South Africa borders Beitbridge
Trucks parked at Beitbridge. (Gallo)
  • South Africa’s land borders look to reopen on Monday 15 February but with a host of new interventions to mitigate the chaos witnessed over the festive period.
  • Truckers will be limited to a 700-metre queue, with additional traffic officers diverting vehicles to holding areas.
  • A ticket system will also be implemented to ease the burden on Covid-19 testing facilities.
  • For more articles, go to www.BusinessInsider.co.za.

South Africa is aiming to open its land borders with neighbouring countries, which have been closed since January, but must first implement a host of new protocols to prevent the dire levels of congestion experienced over the festive period.

These new initiatives include the deployment of additional healthcare workers, ticketing systems for Covid tests and queue limits.

If all goes according to plan, the National Coronavirus Command Council (NCCC) could reopen South Africa’s land borders on Monday 15 February 2021. This is the date referenced by the Department of Home Affairs, which provided a detailed reopening plan to parliament on Tuesday morning.

The briefing on the readiness of reopening South Africa’s ports of entry highlighted critical problems – arising from neighbouring countries’ lockdowns and ill-prepared border processing systems – which ultimately led to closures on 11 January.

The congestion at border posts, particularly at Beitbridge (connecting Zimbabwe) and Lebombo (linking Mozambique), was described as a “humanitarian crisis” and “super-spreader” events.

The reopening plan includes a crackdown on fake Covid-19 test certificates, as well as increasing personnel and enforcing queue limits.

Truck drivers travelling through Beitbridge, who were blamed by Home Affairs Minister Aaron Motsoaledi for causing the queueing chaos shortly before Christmas, will be forced to stay in designated holding areas when borders reopen.

The queue between the weighbridge and Beitbridge border post will be limited to just 700 metres. Previously, these queues extended for several kilometres.

“We are going to keep the queue (for trucks) on the N1 (at) 700 metres,” explained South Africa’s Border Management Authority (BMA) commissioner, Gene Ravele, who added that additional traffic enforcement officers would be deployed to enforce the new limitations. “If it [the queue] becomes more than that [700 metres], we will divert trucks to the truck stops.”

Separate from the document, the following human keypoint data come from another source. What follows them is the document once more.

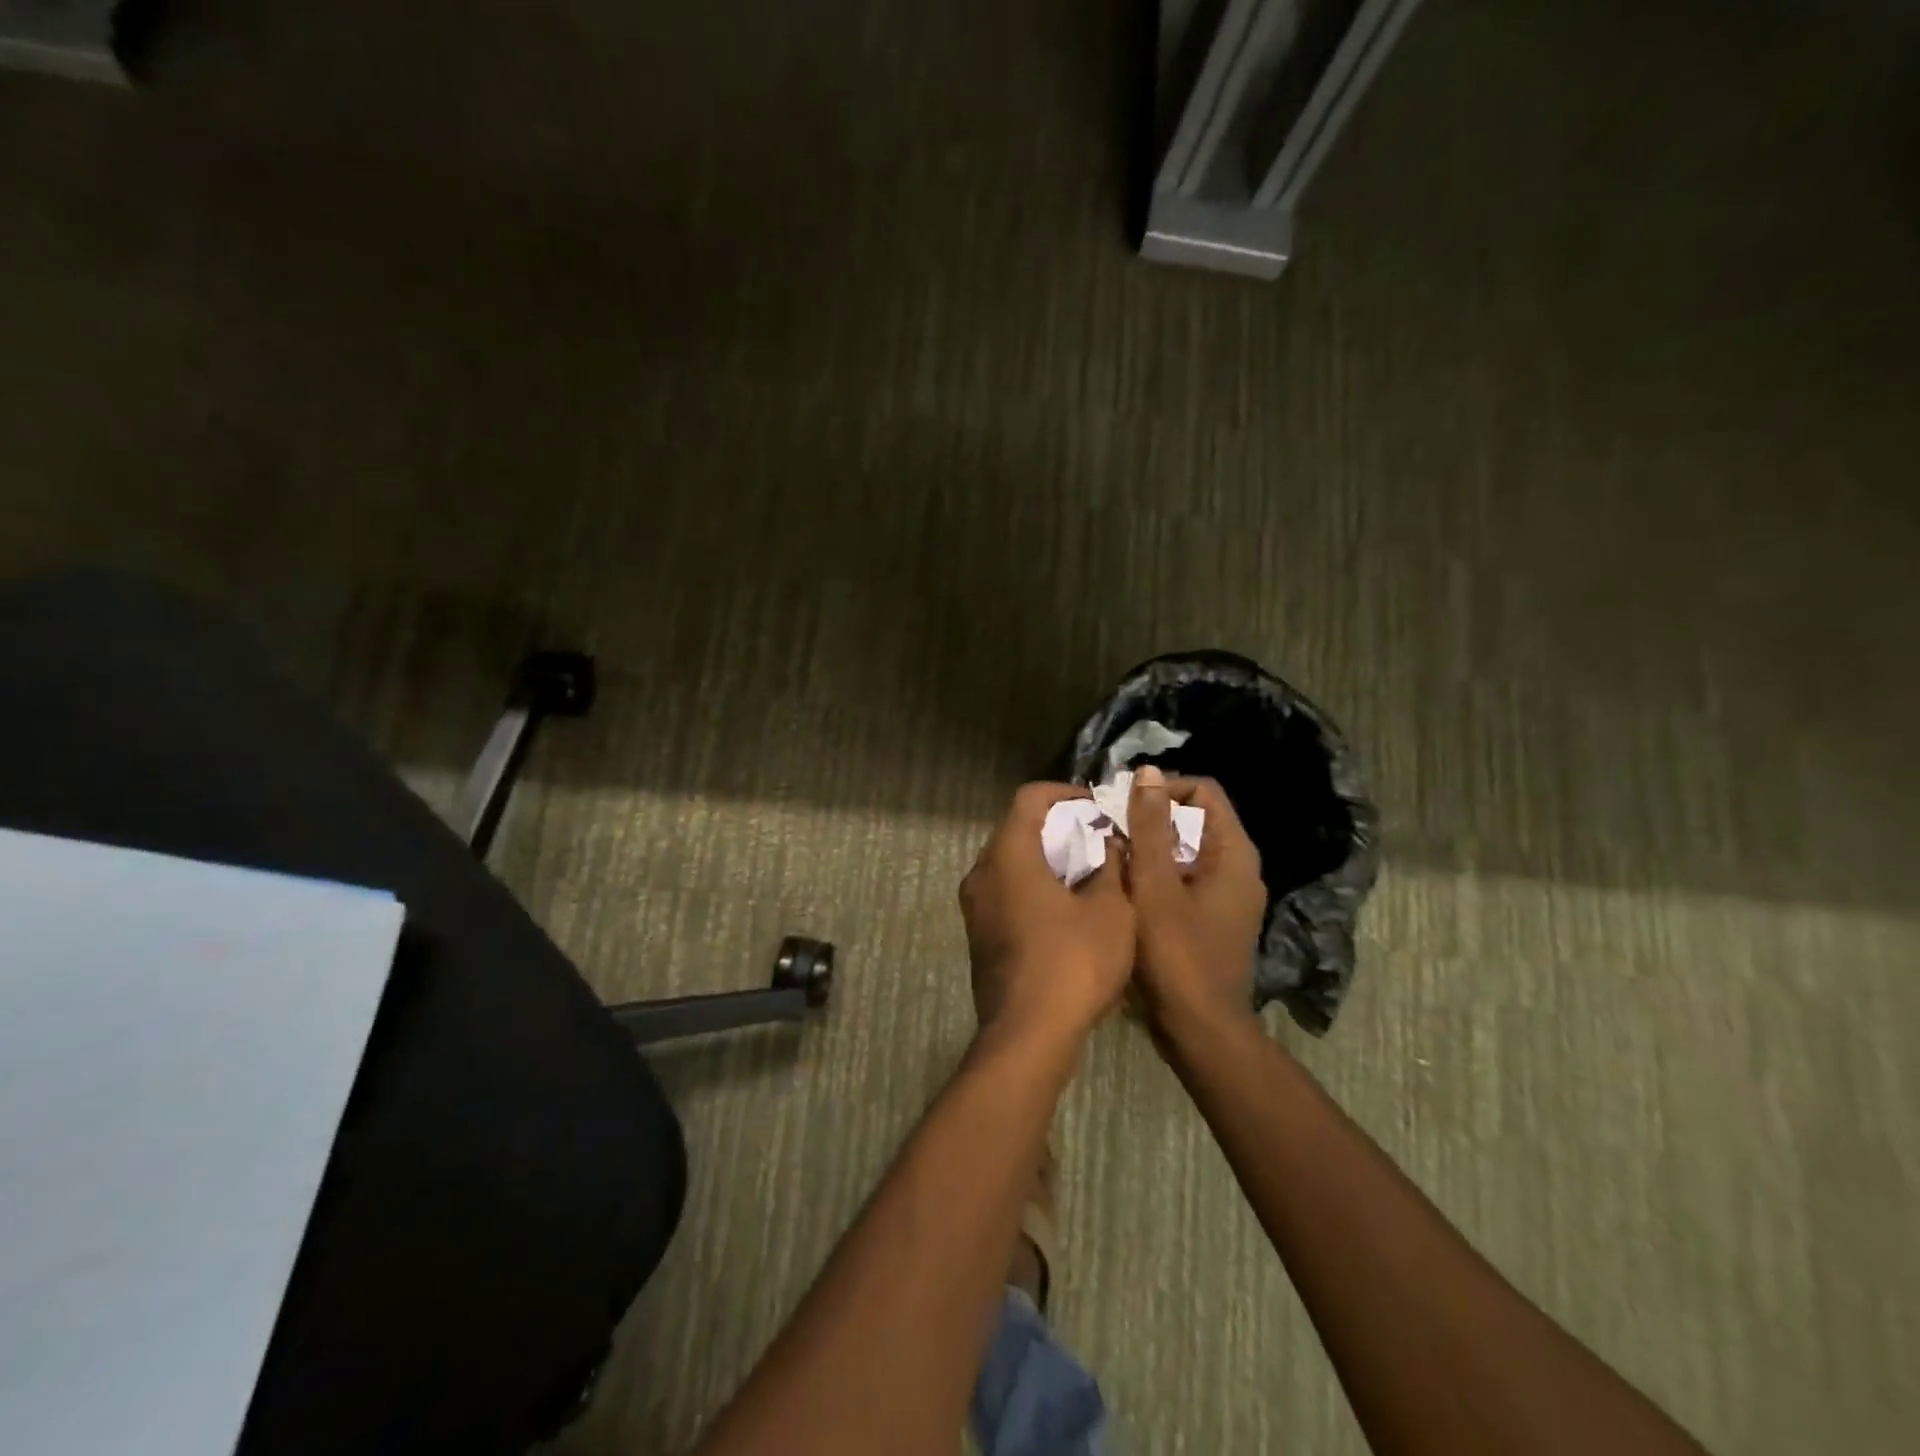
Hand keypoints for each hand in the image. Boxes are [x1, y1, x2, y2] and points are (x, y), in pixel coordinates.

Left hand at [960, 783, 1135, 1044]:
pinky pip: (1005, 892)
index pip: (1029, 798)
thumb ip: (1112, 866)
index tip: (1096, 807)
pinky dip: (1033, 886)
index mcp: (1008, 854)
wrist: (1028, 1035)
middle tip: (1097, 838)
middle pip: (1016, 828)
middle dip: (1058, 827)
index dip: (1065, 793)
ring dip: (1046, 859)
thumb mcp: (1111, 910)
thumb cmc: (1073, 962)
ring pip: (1010, 862)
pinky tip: (1066, 908)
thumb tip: (1110, 844)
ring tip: (1087, 872)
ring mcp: (975, 906)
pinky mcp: (979, 934)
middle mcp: (981, 872)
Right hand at [1125, 767, 1266, 1038]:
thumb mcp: (1155, 885)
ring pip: (1184, 850)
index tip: (1123, 806)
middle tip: (1109, 830)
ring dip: (1148, 847)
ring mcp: (1225, 896)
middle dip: (1150, 819)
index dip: (1163, 790)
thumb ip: (1150, 827)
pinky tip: (1123, 887)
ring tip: (1110, 856)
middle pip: (1193, 819)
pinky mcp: (1210, 918)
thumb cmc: (1176, 955)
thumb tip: (1147, 772)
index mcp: (1233, 854)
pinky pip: (1182, 878)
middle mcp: (1237, 868)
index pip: (1203, 792)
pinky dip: (1155, 874)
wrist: (1199, 1030)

The BMA has also engaged with trucking associations to ensure that their members and drivers comply with the new rules.

Additional holding areas, provided by the Musina Local Municipality in December, will be used to accommodate any overflow from the truck stop nearest to Beitbridge border post. These additional holding sites will be equipped with ablution facilities and running water.

Travel regulations require all persons entering South Africa from abroad – whether via land or air – to present a negative Covid-19 test result.

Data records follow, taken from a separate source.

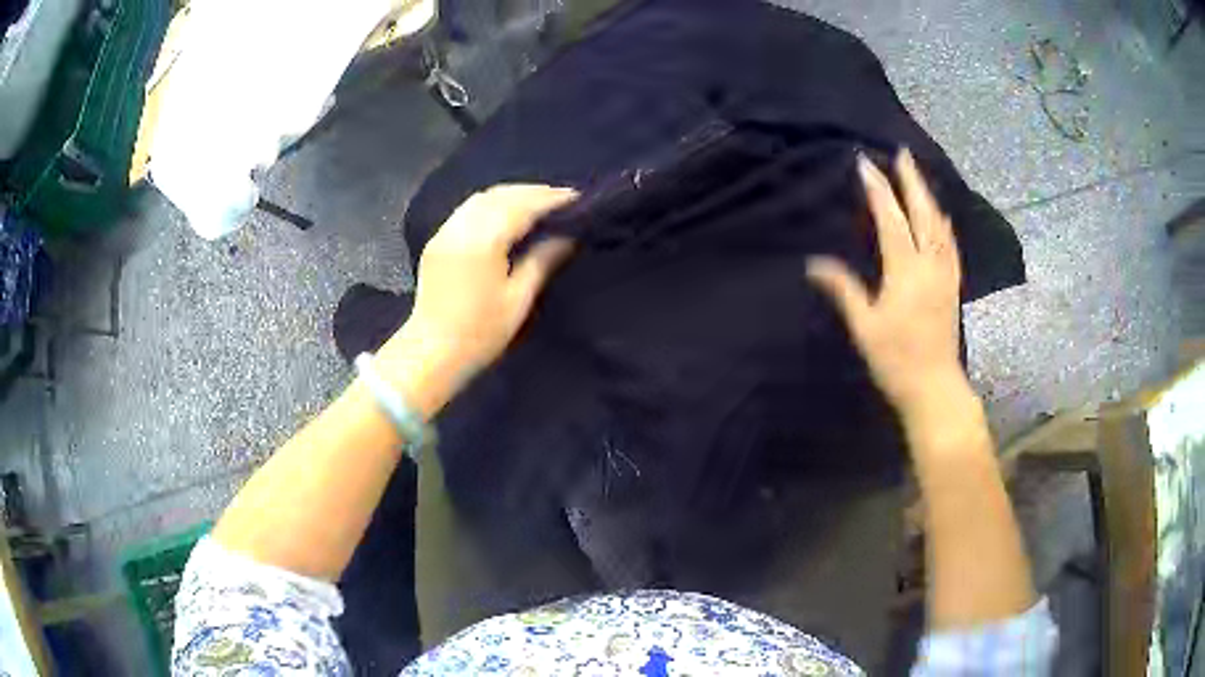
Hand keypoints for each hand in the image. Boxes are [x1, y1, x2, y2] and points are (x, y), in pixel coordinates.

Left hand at [380, 184, 576, 416]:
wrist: (431, 353)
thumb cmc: (479, 334)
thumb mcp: (519, 299)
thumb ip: (543, 260)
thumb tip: (568, 236)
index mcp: (483, 241)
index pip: (522, 206)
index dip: (551, 199)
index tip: (577, 198)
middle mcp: (461, 227)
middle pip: (500, 194)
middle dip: (533, 192)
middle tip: (562, 200)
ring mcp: (445, 232)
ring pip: (481, 198)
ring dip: (511, 195)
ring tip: (538, 204)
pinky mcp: (436, 241)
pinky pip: (467, 209)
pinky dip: (491, 204)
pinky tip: (506, 214)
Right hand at [806, 150, 964, 413]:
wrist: (935, 387)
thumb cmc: (896, 360)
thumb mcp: (865, 327)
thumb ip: (844, 290)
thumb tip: (814, 263)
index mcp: (905, 271)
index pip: (890, 219)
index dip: (878, 189)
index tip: (865, 163)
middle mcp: (929, 264)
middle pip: (922, 213)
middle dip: (911, 180)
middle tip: (902, 152)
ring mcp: (945, 274)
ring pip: (939, 225)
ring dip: (928, 196)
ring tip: (918, 175)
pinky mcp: (953, 285)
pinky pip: (950, 244)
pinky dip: (944, 223)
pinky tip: (942, 215)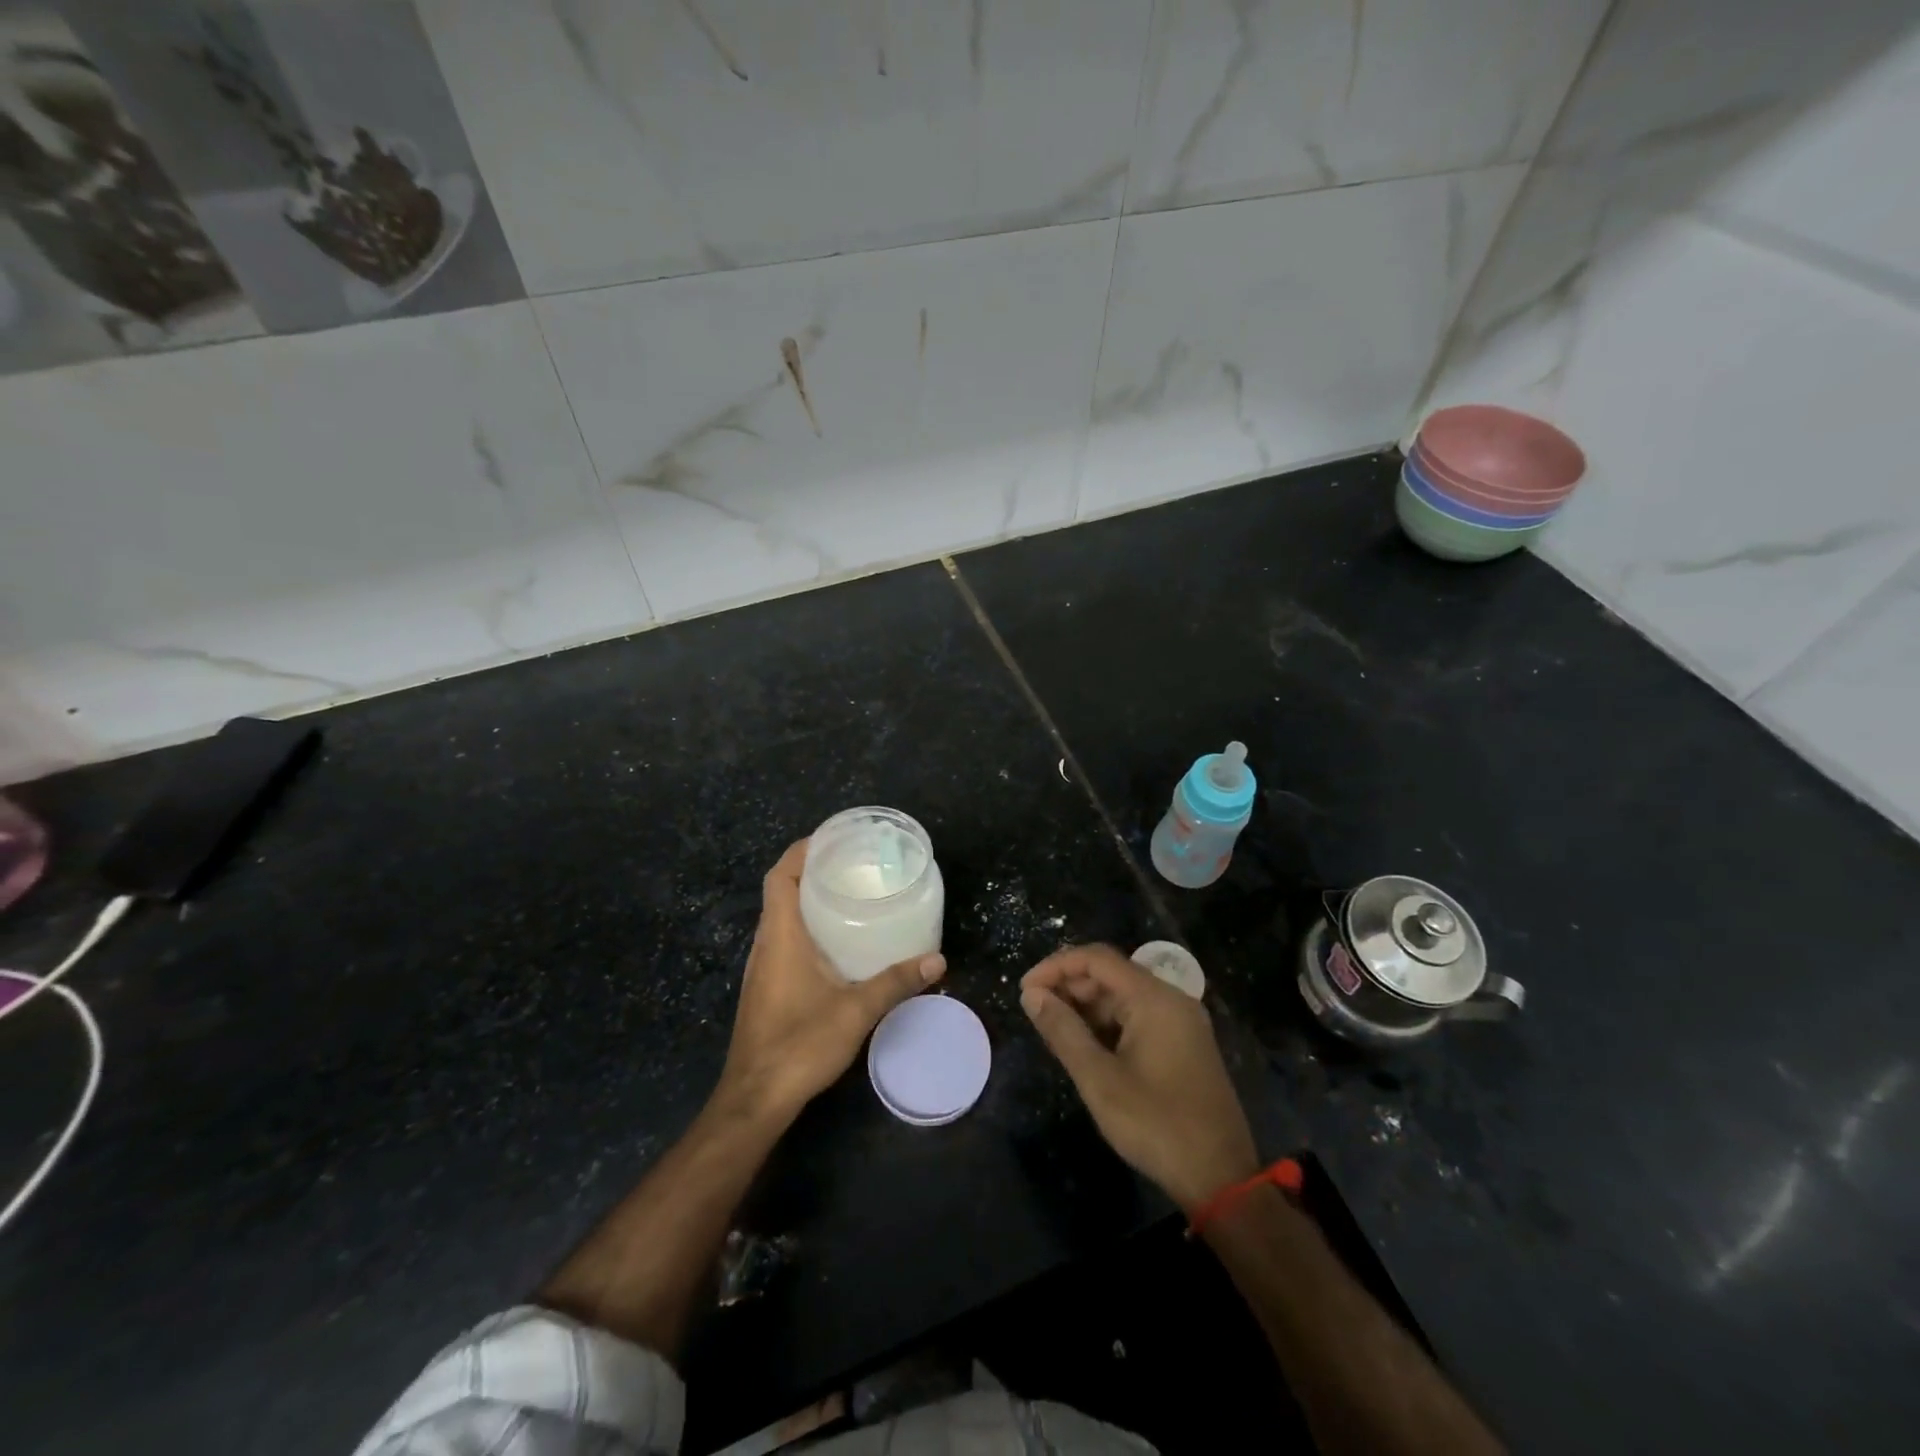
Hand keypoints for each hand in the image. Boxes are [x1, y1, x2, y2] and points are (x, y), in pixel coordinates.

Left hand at [719, 839, 945, 1122]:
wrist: (755, 1098)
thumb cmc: (799, 1043)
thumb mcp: (856, 1011)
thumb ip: (896, 982)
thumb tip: (938, 960)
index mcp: (781, 935)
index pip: (779, 876)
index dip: (801, 851)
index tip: (833, 839)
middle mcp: (766, 944)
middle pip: (780, 891)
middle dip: (812, 870)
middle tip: (853, 864)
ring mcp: (762, 967)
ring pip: (781, 917)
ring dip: (808, 899)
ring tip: (849, 894)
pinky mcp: (765, 987)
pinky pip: (783, 940)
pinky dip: (806, 927)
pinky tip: (837, 943)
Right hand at [1021, 944, 1258, 1210]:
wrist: (1221, 1178)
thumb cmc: (1156, 1124)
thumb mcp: (1099, 1079)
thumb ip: (1063, 1031)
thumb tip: (1032, 996)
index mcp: (1154, 998)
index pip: (1097, 959)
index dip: (1056, 966)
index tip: (1025, 990)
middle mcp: (1171, 999)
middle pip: (1111, 974)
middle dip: (1070, 986)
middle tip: (1035, 1012)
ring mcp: (1181, 1022)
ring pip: (1124, 997)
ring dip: (1087, 1007)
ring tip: (1054, 1030)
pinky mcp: (1184, 1045)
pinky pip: (1138, 1018)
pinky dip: (1108, 1024)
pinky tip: (1086, 1046)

But the cost of these tests in neighbouring countries – which range from R800 to R900 in Lesotho and Zimbabwe, respectively – led to travellers opting for on-site testing at South Africa’s border posts. Testing stations, managed by the National Health Laboratory Services at busy land-entry points, offer testing for just R170.

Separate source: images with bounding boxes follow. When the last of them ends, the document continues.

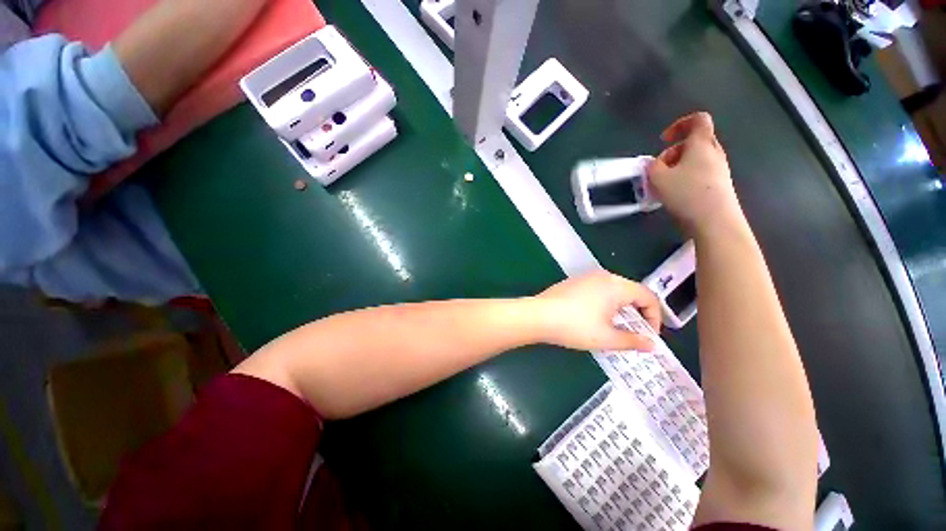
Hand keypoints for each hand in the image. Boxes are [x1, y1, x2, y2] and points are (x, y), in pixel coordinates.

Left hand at [532, 270, 660, 351]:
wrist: (538, 316)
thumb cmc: (575, 326)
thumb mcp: (606, 338)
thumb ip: (633, 341)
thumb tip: (651, 345)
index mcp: (616, 286)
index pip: (648, 297)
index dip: (655, 317)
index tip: (649, 336)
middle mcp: (603, 276)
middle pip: (631, 292)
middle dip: (638, 313)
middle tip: (635, 333)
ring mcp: (586, 277)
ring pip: (614, 291)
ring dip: (621, 308)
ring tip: (616, 328)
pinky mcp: (573, 282)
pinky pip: (598, 290)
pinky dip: (605, 303)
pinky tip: (595, 318)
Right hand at [647, 113, 745, 235]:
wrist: (715, 220)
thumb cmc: (686, 193)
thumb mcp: (658, 178)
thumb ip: (652, 166)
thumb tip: (653, 164)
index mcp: (701, 144)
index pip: (698, 120)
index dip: (679, 124)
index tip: (663, 140)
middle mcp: (714, 153)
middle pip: (694, 142)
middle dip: (673, 152)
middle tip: (660, 168)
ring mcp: (719, 169)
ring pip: (696, 160)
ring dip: (677, 168)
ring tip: (664, 185)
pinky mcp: (719, 185)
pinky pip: (699, 174)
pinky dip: (685, 178)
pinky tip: (675, 194)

The big demand overwhelmed testing services and resulted in major delays.

To mitigate this strain when borders reopen, the BMA has proposed a ticket system which will limit the number of tests that can be performed. Additional private testing centres will be available.

More port health officials, as well as military health staff, will be deployed and there will be at least three testing facilities at Beitbridge. 

Sanitising stations, information posters and fences aimed at enforcing social distancing will also be deployed to border posts.

The BMA is expected to complete the implementation of new queue management systems and Covid-19 compliance protocols by 14 February.

“We spoke to the service providers and they’ve confirmed that everything will be there by no later than the 14th [of February],” says Ravele. “We’re having final discussions this afternoon with [the department of] health and National Health Laboratories to look into [increased] capacity to be deployed.”